▶ Aim of the exercise
Verbatim copy without pictures. Please print every entry as it stands.

▶ Source data
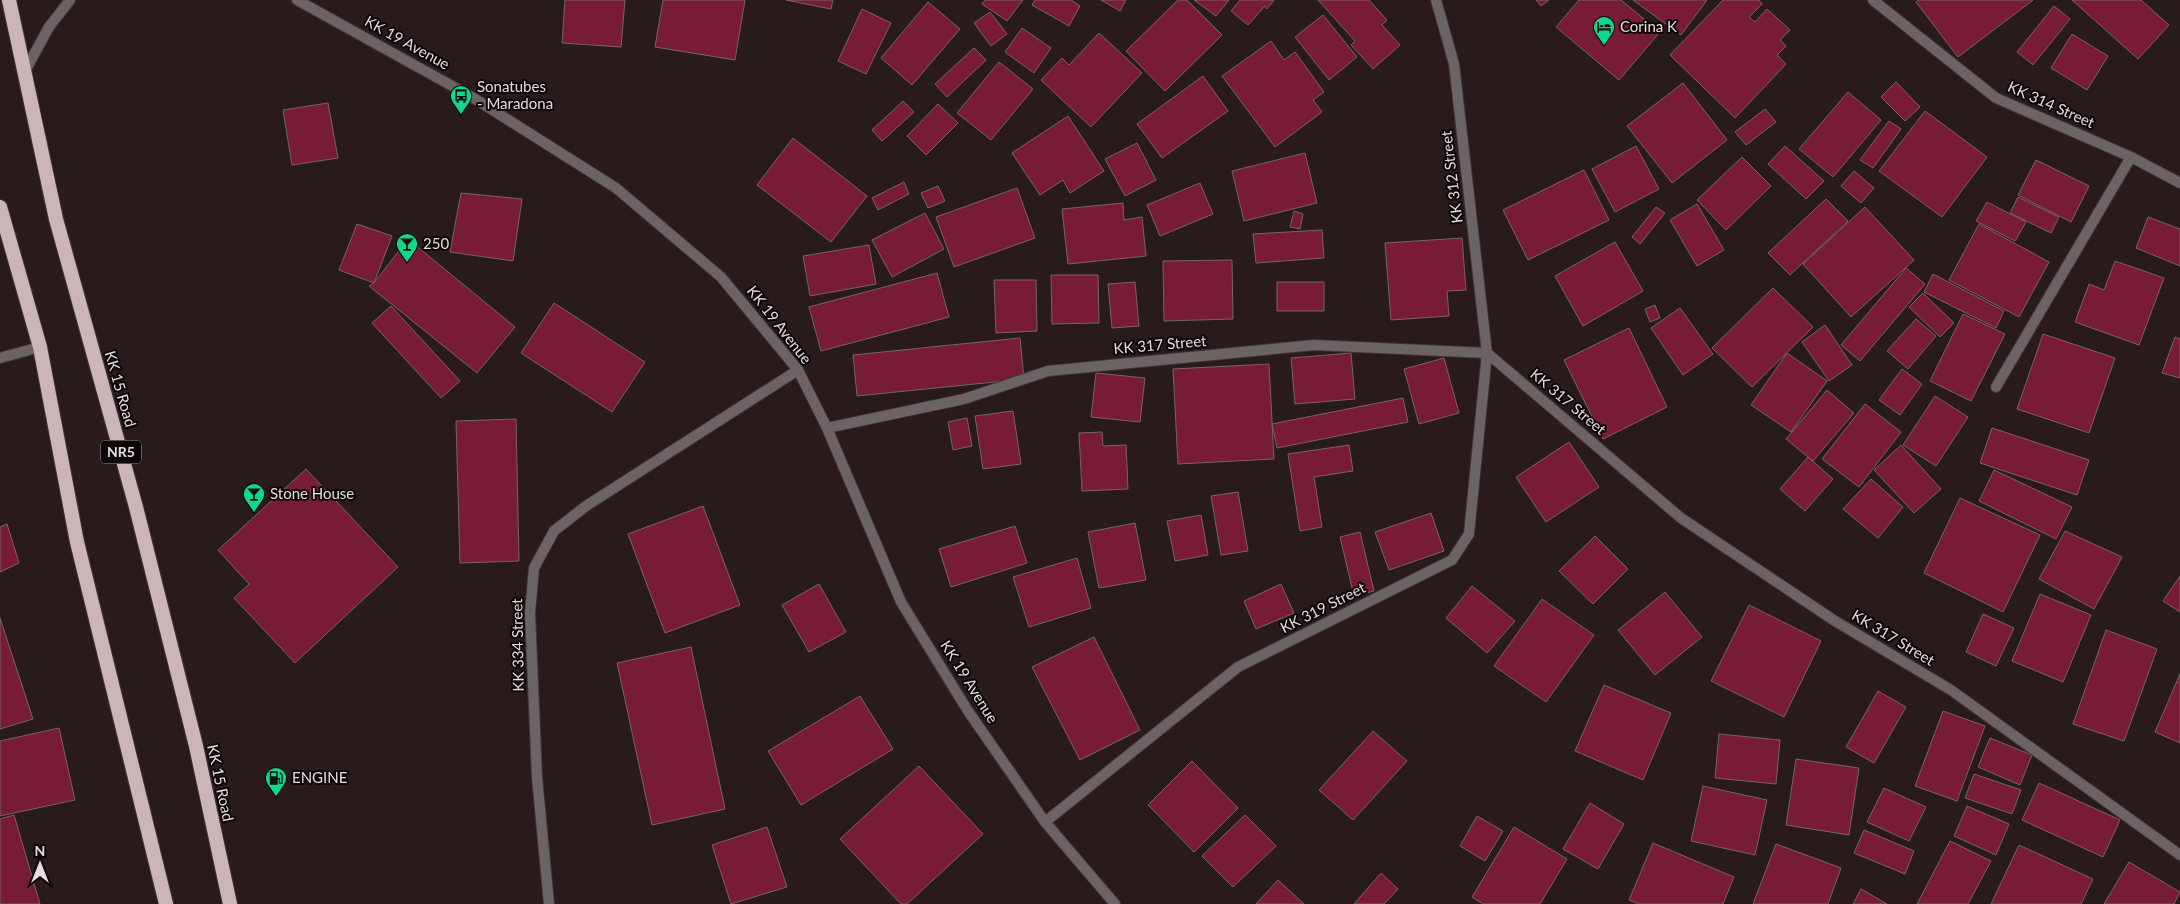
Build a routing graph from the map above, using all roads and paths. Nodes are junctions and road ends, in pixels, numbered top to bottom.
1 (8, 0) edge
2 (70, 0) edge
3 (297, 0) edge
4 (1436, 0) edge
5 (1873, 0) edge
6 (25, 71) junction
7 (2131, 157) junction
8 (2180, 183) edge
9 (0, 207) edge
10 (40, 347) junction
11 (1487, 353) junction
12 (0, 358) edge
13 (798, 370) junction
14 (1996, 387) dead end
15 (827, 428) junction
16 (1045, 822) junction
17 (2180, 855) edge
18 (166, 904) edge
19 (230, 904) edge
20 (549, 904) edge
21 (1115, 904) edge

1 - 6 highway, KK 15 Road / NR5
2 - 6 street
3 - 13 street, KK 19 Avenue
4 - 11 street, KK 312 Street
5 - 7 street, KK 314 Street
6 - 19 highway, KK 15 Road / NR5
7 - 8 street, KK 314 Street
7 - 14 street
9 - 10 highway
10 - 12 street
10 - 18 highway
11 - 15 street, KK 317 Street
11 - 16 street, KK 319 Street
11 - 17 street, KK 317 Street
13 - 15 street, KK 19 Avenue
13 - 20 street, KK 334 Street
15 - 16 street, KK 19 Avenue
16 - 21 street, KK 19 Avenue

▶ Finished exercise
Build a routing graph from the map above, using all roads and paths. Nodes are junctions and road ends, in pixels, numbered top to bottom.
1 (8, 0) edge
2 (70, 0) edge
3 (297, 0) edge
4 (1436, 0) edge
5 (1873, 0) edge
6 (25, 71) junction
7 (2131, 157) junction
8 (2180, 183) edge
9 (0, 207) edge
10 (40, 347) junction
11 (1487, 353) junction
12 (0, 358) edge
13 (798, 370) junction
14 (1996, 387) dead end
15 (827, 428) junction
16 (1045, 822) junction
17 (2180, 855) edge
18 (166, 904) edge
19 (230, 904) edge
20 (549, 904) edge
21 (1115, 904) edge

1 - 6 highway, KK 15 Road / NR5
2 - 6 street
3 - 13 street, KK 19 Avenue
4 - 11 street, KK 312 Street
5 - 7 street, KK 314 Street
6 - 19 highway, KK 15 Road / NR5
7 - 8 street, KK 314 Street
7 - 14 street
9 - 10 highway
10 - 12 street
10 - 18 highway
11 - 15 street, KK 317 Street
11 - 16 street, KK 319 Street
11 - 17 street, KK 317 Street
13 - 15 street, KK 19 Avenue
13 - 20 street, KK 334 Street
15 - 16 street, KK 19 Avenue
16 - 21 street, KK 19 Avenue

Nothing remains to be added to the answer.